Oxygenated (HbO) and deoxygenated (HbR) hemoglobin levels were measured with a continuous wave fNIRS system (TechEn CW6 fNIRS System, Milford, MA), measuring two wavelengths (690 nm and 830 nm) that were sampled at 50 Hz (20 ms). Each participant’s head was measured using the international 10–20 system as a reference for probe placement [46]. Specifically, channels in the left hemisphere were placed such that one emitter-detector pair was directly over T5, with six other channels placed around it, and channels in the right hemisphere were placed symmetrically, with one directly over T6, for a total of 14 channels (Fig 2). Bilateral temporal areas include T5 and T6, and asymmetry for faces has previously been detected in these regions with fNIRS[47]. The path of light from the emitter to the detector travels in a shallow banana shaped path that only penetrates approximately half the distance between the optodes[48], and it is therefore recommended that the distance between each emitter and detector be at least 2.5 cm. Thus, we set optical channels at 2.6 cm in distance in a 2x3 lattice attached to a custom-made headband to ensure that the configuration was constant within each hemisphere for all participants. Prior to beginning the experiment, the channels were screened for clear respiratory patterns at both wavelengths. If the signal was not clear enough to see the respiratory pattern and cardiac pulsation, we adjusted the setup on the participant’s head. Any channels that remained noisy were noted for later exclusion from data analysis.

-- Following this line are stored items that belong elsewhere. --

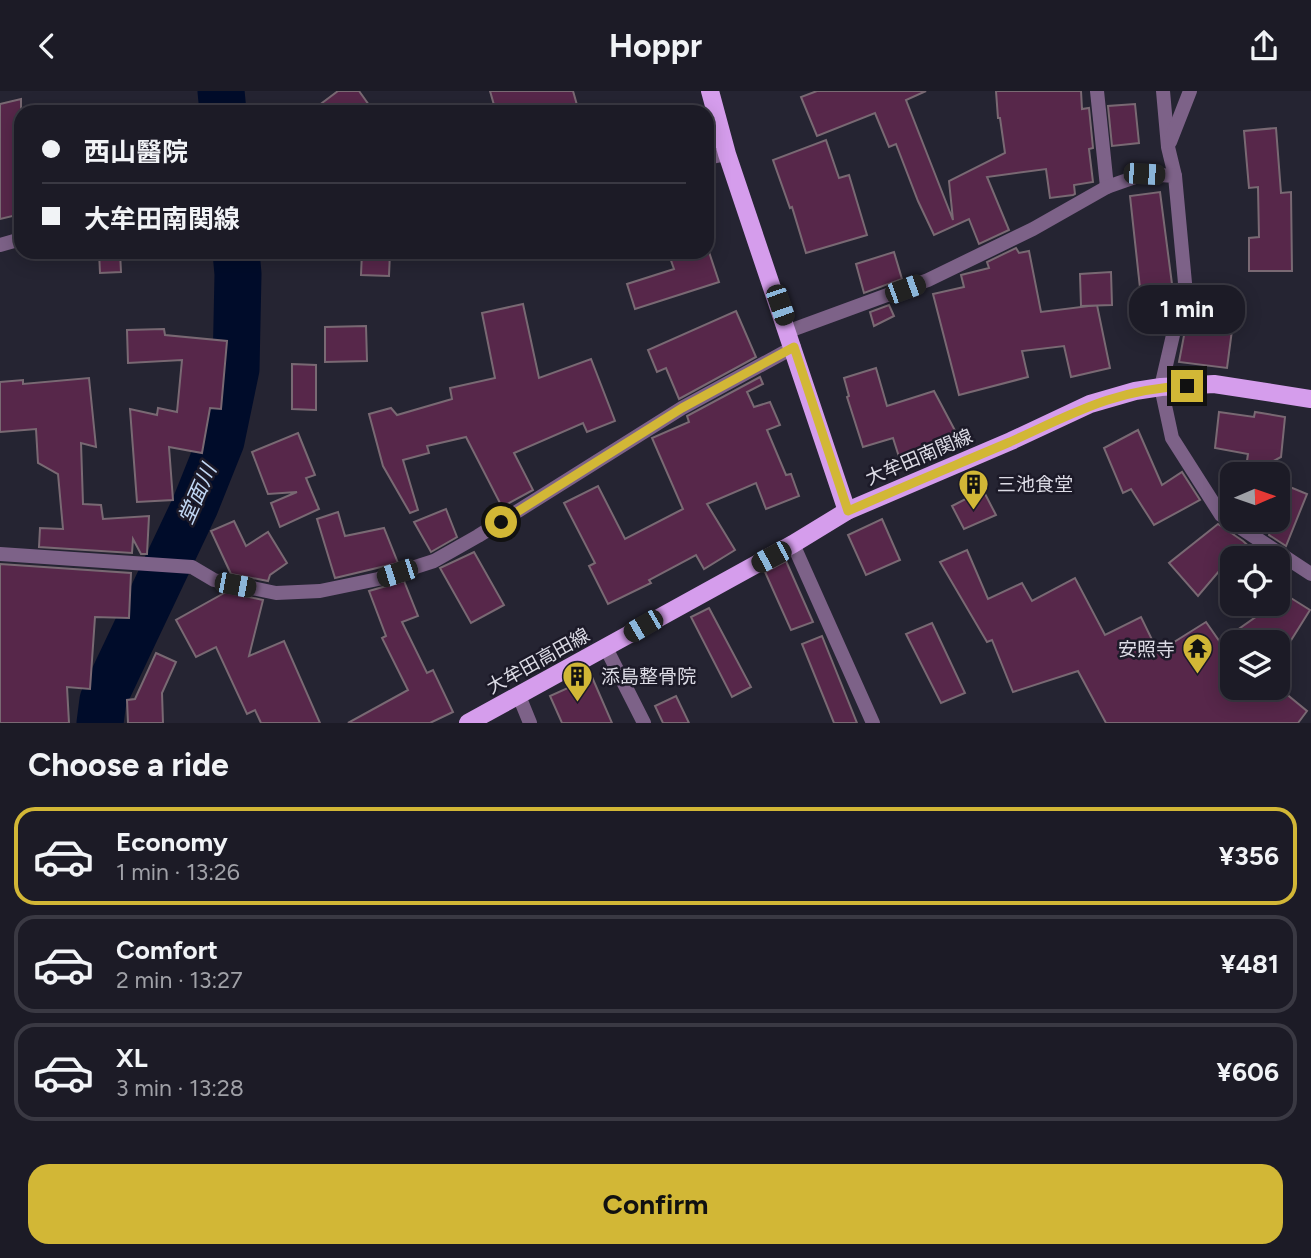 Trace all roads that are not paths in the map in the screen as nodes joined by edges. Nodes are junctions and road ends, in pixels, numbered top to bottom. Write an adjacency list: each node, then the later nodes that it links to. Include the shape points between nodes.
1 (1097, 91): 9 (street)
2 (1163, 91): 5 (street)
3 (1190, 91): 5 (street)
4 (714, 106): 6 (main road, 大牟田南関線)
5 (1168, 147): 8 (street)
6 (727, 154): 7 (street); 10 (main road, 大牟田南関線)
7 (714, 157)
8 (1175, 176): 9 (street, via 1144,174); 11 (street, via 1185,283)
9 (1107, 187): 10 (street, via 928,280)
10 (791, 339): 13 (main road, 大牟田南関線); 15 (street, via 478,536 434,561 378,579 320,591 276,593 214,580 192,567)
11 (1161, 387): 12 (main road, 大牟田南関線, via 1214,384); 13 (main road, 大牟田南関線, via 1090,404); 16 (street, via 1172,438 1221,515)
12 (1311, 400)
13 (848, 511): 14 (main road, 大牟田高田線)
14 (793, 544): 17 (main road, 大牟田高田線); 22 (street)
15 (0, 554)
16 (1311, 574)
17 (606, 647): 18 (main road, 大牟田高田線); 21 (street)
18 (519, 696): 19 (main road, 大牟田高田線); 20 (street)
19 (468, 723)
20 (530, 723)
21 (644, 723)
22 (873, 723)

Fig 2. Array depicting placement of emitter (E) and detector (D) probes over back of head.


Oxygenation concentration changes from baseline from raw signals were obtained using the modified Beer-Lambert approach [49] and analyzed with the HomER2 software package [50]. Raw fNIRS data were pre-processed with a low pass filter of 0.5 Hz to eliminate respiratory noise, heart pulsation, and high frequency noise in the signal. We visually inspected the waveforms for motion artifacts, but none were found, and we did not apply any further motion artifact removal techniques. As HbO has previously been shown to correlate best with blood flow compared to HbR and total hemoglobin values [51], we focused on HbO signals for analysis (for sample raw data, see S2 Fig).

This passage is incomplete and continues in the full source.